# Material provided
════════

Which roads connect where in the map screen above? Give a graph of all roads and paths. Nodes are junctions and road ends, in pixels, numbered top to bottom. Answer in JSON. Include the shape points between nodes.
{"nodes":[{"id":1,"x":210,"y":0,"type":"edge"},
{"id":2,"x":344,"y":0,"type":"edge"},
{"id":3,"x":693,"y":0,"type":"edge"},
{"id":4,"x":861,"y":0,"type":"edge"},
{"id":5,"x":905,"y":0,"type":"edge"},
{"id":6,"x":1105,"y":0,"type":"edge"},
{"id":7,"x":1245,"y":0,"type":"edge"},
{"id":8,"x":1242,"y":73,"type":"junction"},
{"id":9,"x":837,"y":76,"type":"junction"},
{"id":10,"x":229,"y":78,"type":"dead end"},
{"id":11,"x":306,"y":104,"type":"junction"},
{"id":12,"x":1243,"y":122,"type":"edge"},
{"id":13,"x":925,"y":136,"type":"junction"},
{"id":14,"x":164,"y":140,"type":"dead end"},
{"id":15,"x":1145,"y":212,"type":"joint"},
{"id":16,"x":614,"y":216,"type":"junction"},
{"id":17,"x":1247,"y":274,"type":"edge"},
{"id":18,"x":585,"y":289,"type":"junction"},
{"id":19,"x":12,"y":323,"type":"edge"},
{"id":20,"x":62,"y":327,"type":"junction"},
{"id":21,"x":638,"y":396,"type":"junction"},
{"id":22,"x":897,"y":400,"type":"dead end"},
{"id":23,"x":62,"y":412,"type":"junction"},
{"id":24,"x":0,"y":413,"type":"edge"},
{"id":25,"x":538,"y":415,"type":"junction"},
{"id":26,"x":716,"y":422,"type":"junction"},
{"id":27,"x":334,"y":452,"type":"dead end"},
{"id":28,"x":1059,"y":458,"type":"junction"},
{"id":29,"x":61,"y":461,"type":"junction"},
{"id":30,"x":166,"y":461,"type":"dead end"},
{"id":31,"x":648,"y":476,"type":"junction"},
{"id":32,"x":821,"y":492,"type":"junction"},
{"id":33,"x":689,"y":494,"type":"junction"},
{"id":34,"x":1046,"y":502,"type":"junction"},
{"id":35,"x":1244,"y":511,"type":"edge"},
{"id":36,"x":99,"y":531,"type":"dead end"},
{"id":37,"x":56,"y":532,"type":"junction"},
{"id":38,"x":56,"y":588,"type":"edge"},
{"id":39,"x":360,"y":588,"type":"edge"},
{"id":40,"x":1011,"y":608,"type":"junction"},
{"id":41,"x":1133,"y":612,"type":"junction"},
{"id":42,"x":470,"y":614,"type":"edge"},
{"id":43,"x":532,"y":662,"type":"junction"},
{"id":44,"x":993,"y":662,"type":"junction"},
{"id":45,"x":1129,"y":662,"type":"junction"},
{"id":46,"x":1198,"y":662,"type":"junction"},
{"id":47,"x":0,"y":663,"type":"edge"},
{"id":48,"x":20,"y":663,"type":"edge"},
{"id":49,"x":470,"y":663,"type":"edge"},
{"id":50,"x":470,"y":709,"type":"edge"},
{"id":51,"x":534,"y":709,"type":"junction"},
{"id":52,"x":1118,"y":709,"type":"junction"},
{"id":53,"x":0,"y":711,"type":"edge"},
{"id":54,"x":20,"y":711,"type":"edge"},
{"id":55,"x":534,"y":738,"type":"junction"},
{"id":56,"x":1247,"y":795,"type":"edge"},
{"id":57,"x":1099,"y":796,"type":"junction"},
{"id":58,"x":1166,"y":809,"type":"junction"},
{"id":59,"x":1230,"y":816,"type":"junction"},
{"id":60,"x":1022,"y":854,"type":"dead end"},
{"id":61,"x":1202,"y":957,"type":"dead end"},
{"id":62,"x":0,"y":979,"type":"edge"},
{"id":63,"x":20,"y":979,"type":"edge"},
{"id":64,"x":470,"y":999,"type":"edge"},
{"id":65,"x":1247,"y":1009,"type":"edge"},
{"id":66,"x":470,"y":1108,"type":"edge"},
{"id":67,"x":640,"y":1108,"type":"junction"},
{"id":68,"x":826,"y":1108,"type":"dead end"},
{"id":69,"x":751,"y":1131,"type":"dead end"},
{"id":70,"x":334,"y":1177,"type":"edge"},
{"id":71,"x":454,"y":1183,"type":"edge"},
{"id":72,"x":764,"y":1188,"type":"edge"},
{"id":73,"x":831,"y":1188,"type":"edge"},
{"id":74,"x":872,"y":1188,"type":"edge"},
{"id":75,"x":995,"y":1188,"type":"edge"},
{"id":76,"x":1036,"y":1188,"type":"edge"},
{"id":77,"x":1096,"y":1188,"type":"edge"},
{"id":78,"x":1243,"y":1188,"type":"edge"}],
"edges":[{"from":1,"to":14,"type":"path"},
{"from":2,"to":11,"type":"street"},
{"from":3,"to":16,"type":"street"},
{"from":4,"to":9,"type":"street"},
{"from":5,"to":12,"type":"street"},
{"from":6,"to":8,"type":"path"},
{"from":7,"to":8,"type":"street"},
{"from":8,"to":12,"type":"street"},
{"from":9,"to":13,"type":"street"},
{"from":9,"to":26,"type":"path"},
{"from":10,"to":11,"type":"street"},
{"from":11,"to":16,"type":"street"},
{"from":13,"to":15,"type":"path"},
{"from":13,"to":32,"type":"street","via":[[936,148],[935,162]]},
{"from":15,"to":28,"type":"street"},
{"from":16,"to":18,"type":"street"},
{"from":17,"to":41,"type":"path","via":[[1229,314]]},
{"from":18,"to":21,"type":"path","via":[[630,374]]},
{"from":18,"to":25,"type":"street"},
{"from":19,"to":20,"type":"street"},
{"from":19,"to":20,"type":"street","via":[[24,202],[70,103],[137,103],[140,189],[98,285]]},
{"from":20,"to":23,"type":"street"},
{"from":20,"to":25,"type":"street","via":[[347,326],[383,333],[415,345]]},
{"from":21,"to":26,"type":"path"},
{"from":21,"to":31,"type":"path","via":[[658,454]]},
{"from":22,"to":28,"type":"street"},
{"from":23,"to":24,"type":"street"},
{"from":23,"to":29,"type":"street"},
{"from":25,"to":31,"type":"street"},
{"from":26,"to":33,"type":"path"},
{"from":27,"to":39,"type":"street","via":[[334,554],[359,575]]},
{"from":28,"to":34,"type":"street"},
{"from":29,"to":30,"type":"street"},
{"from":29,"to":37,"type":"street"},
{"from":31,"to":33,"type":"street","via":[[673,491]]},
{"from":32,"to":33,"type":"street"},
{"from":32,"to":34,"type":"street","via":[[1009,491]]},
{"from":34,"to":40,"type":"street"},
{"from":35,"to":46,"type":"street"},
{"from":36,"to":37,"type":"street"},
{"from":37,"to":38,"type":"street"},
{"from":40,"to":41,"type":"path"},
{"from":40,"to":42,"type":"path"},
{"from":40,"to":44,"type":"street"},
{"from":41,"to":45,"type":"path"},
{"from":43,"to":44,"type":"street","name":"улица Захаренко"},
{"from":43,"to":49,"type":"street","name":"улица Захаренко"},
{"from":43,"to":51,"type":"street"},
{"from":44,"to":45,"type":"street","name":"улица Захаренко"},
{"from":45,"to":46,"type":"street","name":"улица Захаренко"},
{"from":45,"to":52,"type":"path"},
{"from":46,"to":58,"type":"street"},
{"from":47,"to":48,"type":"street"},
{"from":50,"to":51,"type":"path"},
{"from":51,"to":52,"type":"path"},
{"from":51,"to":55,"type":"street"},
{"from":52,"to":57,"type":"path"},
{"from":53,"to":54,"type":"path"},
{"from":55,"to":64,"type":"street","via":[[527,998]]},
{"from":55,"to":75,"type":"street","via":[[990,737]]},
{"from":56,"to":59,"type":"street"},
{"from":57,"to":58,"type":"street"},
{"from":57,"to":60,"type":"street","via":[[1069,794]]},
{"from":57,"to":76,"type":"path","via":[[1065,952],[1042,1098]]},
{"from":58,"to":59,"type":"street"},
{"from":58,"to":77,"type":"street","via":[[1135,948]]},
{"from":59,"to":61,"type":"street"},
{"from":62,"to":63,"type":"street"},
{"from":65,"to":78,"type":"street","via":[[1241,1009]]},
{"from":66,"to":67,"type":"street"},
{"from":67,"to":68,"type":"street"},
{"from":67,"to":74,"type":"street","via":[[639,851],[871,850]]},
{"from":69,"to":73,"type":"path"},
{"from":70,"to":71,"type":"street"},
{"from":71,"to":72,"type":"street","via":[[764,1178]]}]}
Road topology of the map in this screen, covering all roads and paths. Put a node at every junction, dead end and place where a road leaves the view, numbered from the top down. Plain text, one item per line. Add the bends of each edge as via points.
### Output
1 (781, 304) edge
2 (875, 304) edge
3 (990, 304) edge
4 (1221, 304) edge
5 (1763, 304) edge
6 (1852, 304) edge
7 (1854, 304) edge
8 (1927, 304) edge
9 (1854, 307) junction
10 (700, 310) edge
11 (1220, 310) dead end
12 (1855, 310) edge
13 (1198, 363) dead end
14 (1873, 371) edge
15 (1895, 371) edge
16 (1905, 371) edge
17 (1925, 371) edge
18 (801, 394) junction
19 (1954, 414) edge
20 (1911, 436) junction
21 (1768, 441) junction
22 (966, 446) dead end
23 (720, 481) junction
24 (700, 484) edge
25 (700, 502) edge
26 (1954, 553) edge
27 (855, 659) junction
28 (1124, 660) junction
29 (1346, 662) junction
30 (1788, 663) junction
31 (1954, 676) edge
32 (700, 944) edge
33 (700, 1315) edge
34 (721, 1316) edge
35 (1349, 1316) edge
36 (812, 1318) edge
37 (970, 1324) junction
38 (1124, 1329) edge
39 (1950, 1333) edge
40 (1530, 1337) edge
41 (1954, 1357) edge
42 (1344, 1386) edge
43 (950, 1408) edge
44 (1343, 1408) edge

════════

# What is needed
Going through the data above, return each line with the word "улица".

# Result of this task
{"from":43,"to":44,"type":"street","name":"улица Захаренко"},
{"from":43,"to":49,"type":"street","name":"улица Захаренко"},
{"from":44,"to":45,"type":"street","name":"улица Захаренко"},
{"from":45,"to":46,"type":"street","name":"улица Захаренко"},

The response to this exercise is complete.